__Stored items__:

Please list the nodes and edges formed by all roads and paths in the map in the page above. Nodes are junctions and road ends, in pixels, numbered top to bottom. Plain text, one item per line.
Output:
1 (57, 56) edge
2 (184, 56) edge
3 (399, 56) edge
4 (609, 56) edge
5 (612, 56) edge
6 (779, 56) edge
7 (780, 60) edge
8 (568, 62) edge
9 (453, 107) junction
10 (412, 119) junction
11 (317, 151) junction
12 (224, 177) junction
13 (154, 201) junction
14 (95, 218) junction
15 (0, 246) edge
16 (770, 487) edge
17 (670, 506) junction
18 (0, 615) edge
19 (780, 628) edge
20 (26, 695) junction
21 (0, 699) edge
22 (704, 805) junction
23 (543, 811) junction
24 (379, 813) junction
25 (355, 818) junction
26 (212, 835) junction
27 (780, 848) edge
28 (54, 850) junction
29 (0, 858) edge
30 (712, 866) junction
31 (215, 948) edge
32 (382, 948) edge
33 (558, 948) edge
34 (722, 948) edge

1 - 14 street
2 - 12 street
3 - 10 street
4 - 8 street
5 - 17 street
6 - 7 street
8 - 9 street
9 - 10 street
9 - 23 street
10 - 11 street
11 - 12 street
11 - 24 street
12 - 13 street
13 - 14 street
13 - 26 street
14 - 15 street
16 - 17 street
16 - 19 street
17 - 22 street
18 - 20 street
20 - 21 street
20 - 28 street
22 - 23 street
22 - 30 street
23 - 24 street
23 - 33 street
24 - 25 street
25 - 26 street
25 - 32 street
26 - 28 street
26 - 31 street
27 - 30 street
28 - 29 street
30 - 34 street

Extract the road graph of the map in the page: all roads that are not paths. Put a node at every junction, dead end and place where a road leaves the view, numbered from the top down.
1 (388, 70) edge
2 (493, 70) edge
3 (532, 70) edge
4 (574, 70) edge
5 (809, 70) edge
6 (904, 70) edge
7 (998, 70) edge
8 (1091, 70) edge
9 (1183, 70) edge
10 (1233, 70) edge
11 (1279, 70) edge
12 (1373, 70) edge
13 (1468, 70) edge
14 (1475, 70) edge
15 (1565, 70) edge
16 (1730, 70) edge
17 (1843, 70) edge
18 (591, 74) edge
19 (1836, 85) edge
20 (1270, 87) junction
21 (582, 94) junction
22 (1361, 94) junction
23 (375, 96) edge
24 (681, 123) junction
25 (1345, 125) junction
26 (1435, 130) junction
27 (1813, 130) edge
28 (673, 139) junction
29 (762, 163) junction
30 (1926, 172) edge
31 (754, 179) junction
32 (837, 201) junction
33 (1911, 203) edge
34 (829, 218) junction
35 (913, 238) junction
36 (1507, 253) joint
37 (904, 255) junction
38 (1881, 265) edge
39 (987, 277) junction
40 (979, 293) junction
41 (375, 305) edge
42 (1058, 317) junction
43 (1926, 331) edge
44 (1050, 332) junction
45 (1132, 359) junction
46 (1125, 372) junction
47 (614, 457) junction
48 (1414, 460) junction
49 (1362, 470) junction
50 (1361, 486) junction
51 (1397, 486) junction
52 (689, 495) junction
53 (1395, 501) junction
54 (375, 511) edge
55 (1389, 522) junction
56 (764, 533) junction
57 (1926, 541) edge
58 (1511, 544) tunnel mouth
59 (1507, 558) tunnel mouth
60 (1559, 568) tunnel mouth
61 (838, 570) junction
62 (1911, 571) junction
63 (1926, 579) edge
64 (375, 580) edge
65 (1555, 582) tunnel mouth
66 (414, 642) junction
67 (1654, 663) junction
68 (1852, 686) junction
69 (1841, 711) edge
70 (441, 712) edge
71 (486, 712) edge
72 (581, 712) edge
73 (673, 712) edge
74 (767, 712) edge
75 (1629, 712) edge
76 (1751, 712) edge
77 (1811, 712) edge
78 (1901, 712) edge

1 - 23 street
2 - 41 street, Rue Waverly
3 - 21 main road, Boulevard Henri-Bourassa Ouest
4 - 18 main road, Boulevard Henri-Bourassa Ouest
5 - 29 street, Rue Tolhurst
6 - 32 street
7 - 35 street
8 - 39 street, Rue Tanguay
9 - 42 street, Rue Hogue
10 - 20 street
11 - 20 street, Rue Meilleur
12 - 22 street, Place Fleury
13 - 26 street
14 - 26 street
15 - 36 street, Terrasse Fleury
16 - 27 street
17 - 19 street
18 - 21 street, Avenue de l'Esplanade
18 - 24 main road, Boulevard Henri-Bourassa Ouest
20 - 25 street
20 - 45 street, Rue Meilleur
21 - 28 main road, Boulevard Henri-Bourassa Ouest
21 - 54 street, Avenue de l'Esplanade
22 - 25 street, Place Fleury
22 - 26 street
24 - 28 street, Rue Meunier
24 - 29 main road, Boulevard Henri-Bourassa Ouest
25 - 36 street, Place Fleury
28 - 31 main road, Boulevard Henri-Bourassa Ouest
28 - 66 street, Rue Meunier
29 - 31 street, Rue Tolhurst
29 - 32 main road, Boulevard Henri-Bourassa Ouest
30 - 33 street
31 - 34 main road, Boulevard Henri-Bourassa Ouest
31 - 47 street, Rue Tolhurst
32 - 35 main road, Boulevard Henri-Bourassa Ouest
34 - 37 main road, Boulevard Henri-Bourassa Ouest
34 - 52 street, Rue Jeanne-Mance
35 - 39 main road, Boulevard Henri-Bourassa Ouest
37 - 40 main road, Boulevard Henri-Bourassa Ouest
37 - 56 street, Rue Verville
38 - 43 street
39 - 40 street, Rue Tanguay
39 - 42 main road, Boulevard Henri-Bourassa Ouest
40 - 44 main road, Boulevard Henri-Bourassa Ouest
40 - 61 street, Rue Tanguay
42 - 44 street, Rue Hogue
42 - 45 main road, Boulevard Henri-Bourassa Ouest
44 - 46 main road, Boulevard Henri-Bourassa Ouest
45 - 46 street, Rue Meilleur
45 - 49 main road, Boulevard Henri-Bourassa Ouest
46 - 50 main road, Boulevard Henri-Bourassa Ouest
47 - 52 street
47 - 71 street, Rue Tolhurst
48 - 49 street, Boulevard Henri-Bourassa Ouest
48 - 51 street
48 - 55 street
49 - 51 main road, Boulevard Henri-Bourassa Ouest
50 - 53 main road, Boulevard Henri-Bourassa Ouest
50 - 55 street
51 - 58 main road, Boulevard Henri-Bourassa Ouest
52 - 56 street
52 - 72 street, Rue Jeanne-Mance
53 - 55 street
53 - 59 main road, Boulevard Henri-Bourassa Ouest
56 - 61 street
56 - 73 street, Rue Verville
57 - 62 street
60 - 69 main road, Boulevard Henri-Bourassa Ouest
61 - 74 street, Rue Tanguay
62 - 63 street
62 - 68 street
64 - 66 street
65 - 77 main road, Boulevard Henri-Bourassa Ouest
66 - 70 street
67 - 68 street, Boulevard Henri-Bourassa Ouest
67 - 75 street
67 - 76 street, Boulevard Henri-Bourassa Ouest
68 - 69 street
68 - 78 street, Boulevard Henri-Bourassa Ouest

__THE TASK__:
Set down all the entries again, word for word.

__SOLUTION TO THE PROBLEM__:
Please list the nodes and edges formed by all roads and paths in the map in the page above. Nodes are junctions and road ends, in pixels, numbered top to bottom. Plain text, one item per line.
Output:
1 (57, 56) edge
2 (184, 56) edge
3 (399, 56) edge
4 (609, 56) edge
5 (612, 56) edge
6 (779, 56) edge
7 (780, 60) edge
8 (568, 62) edge
9 (453, 107) junction
10 (412, 119) junction
11 (317, 151) junction
12 (224, 177) junction
13 (154, 201) junction
14 (95, 218) junction
15 (0, 246) edge
16 (770, 487) edge
17 (670, 506) junction
18 (0, 615) edge
19 (780, 628) edge
20 (26, 695) junction
21 (0, 699) edge
22 (704, 805) junction
23 (543, 811) junction
24 (379, 813) junction
25 (355, 818) junction
26 (212, 835) junction
27 (780, 848) edge
28 (54, 850) junction
29 (0, 858) edge
30 (712, 866) junction
31 (215, 948) edge
32 (382, 948) edge
33 (558, 948) edge
34 (722, 948) edge

1 - 14 street
2 - 12 street
3 - 10 street
4 - 8 street
5 - 17 street
6 - 7 street
8 - 9 street
9 - 10 street
9 - 23 street
10 - 11 street
11 - 12 street
11 - 24 street
12 - 13 street
13 - 14 street
13 - 26 street
14 - 15 street
16 - 17 street
16 - 19 street
17 - 22 street
18 - 20 street
20 - 21 street
20 - 28 street
22 - 23 street
22 - 30 street
23 - 24 street
23 - 33 street
24 - 25 street
25 - 26 street
25 - 32 street
26 - 28 street
26 - 31 street
27 - 30 street
28 - 29 street
30 - 34 street

Extract the road graph of the map in the page: all roads that are not paths. Put a node at every junction, dead end and place where a road leaves the view, numbered from the top down.
1 (388, 70) edge
2 (493, 70) edge
3 (532, 70) edge
4 (574, 70) edge
5 (809, 70) edge
6 (904, 70) edge
7 (998, 70) edge
8 (1091, 70) edge
9 (1183, 70) edge
10 (1233, 70) edge
11 (1279, 70) edge
12 (1373, 70) edge
13 (1468, 70) edge
14 (1475, 70) edge
15 (1565, 70) edge
16 (1730, 70) edge
17 (1843, 70) edge
18 (591, 74) edge
19 (1836, 85) edge
20 (1270, 87) junction
21 (582, 94) junction
22 (1361, 94) junction
23 (375, 96) edge
24 (681, 123) junction
25 (1345, 125) junction
26 (1435, 130) junction
27 (1813, 130) edge
28 (673, 139) junction
29 (762, 163) junction
30 (1926, 172) edge
31 (754, 179) junction
32 (837, 201) junction
33 (1911, 203) edge
34 (829, 218) junction
35 (913, 238) junction
36 (1507, 253) joint
37 (904, 255) junction
38 (1881, 265) edge
39 (987, 277) junction
40 (979, 293) junction
41 (375, 305) edge
42 (1058, 317) junction
43 (1926, 331) edge
44 (1050, 332) junction
45 (1132, 359) junction
46 (1125, 372) junction
47 (614, 457) junction
48 (1414, 460) junction
49 (1362, 470) junction
50 (1361, 486) junction
51 (1397, 486) junction
52 (689, 495) junction
53 (1395, 501) junction
54 (375, 511) edge
55 (1389, 522) junction
56 (764, 533) junction
57 (1926, 541) edge
58 (1511, 544) tunnel mouth
59 (1507, 558) tunnel mouth
60 (1559, 568) tunnel mouth
61 (838, 570) junction
62 (1911, 571) junction
63 (1926, 579) edge
64 (375, 580) edge
65 (1555, 582) tunnel mouth
66 (414, 642) junction
67 (1654, 663) junction
68 (1852, 686) junction
69 (1841, 711) edge
70 (441, 712) edge
71 (486, 712) edge
72 (581, 712) edge
73 (673, 712) edge
74 (767, 712) edge
75 (1629, 712) edge
76 (1751, 712) edge
77 (1811, 712) edge
78 (1901, 712) edge

1 - 23 street
2 - 41 street, Rue Waverly
3 - 21 main road, Boulevard Henri-Bourassa Ouest
4 - 18 main road, Boulevard Henri-Bourassa Ouest
5 - 29 street, Rue Tolhurst
6 - 32 street
7 - 35 street
8 - 39 street, Rue Tanguay
9 - 42 street, Rue Hogue
10 - 20 street
11 - 20 street, Rue Meilleur
12 - 22 street, Place Fleury
13 - 26 street
14 - 26 street
15 - 36 street, Terrasse Fleury
16 - 27 street
17 - 19 street
18 - 21 street, Avenue de l'Esplanade
18 - 24 main road, Boulevard Henri-Bourassa Ouest
20 - 25 street
20 - 45 street, Rue Meilleur
21 - 28 main road, Boulevard Henri-Bourassa Ouest
21 - 54 street, Avenue de l'Esplanade
22 - 25 street, Place Fleury
22 - 26 street
24 - 28 street, Rue Meunier
24 - 29 main road, Boulevard Henri-Bourassa Ouest
25 - 36 street, Place Fleury
28 - 31 main road, Boulevard Henri-Bourassa Ouest
28 - 66 street, Rue Meunier
29 - 31 street, Rue Tolhurst
29 - 32 main road, Boulevard Henri-Bourassa Ouest
30 - 33 street
31 - 34 main road, Boulevard Henri-Bourassa Ouest
31 - 47 street, Rue Tolhurst
32 - 35 main road, Boulevard Henri-Bourassa Ouest
34 - 37 main road, Boulevard Henri-Bourassa Ouest
34 - 52 street, Rue Jeanne-Mance
35 - 39 main road, Boulevard Henri-Bourassa Ouest
37 - 40 main road, Boulevard Henri-Bourassa Ouest
37 - 56 street, Rue Verville
38 - 43 street
39 - 40 street, Rue Tanguay
39 - 42 main road, Boulevard Henri-Bourassa Ouest
40 - 44 main road, Boulevard Henri-Bourassa Ouest
40 - 61 street, Rue Tanguay
42 - 44 street, Rue Hogue
42 - 45 main road, Boulevard Henri-Bourassa Ouest
44 - 46 main road, Boulevard Henri-Bourassa Ouest
45 - 46 street, Rue Meilleur
45 - 49 main road, Boulevard Henri-Bourassa Ouest
46 - 50 main road, Boulevard Henri-Bourassa Ouest
47 - 52 street
47 - 71 street, Rue Tolhurst
48 - 49 street, Boulevard Henri-Bourassa Ouest
48 - 51 street
48 - 55 street
49 - 51 main road, Boulevard Henri-Bourassa Ouest
50 - 53 main road, Boulevard Henri-Bourassa Ouest
50 - 55 street
51 - 58 main road, Boulevard Henri-Bourassa Ouest
52 - 56 street
52 - 72 street, Rue Jeanne-Mance
53 - 55 street
53 - 59 main road, Boulevard Henri-Bourassa Ouest
56 - 61 street
56 - 73 street, Rue Verville
57 - 62 street
60 - 69 main road, Boulevard Henri-Bourassa Ouest
61 - 74 street, Rue Tanguay
62 - 63 street
62 - 68 street
64 - 66 street
65 - 77 main road, Boulevard Henri-Bourassa Ouest
66 - 70 street
67 - 68 street, Boulevard Henri-Bourassa Ouest
67 - 75 street
67 - 76 street, Boulevard Henri-Bourassa Ouest
68 - 69 street
68 - 78 street, Boulevard Henri-Bourassa Ouest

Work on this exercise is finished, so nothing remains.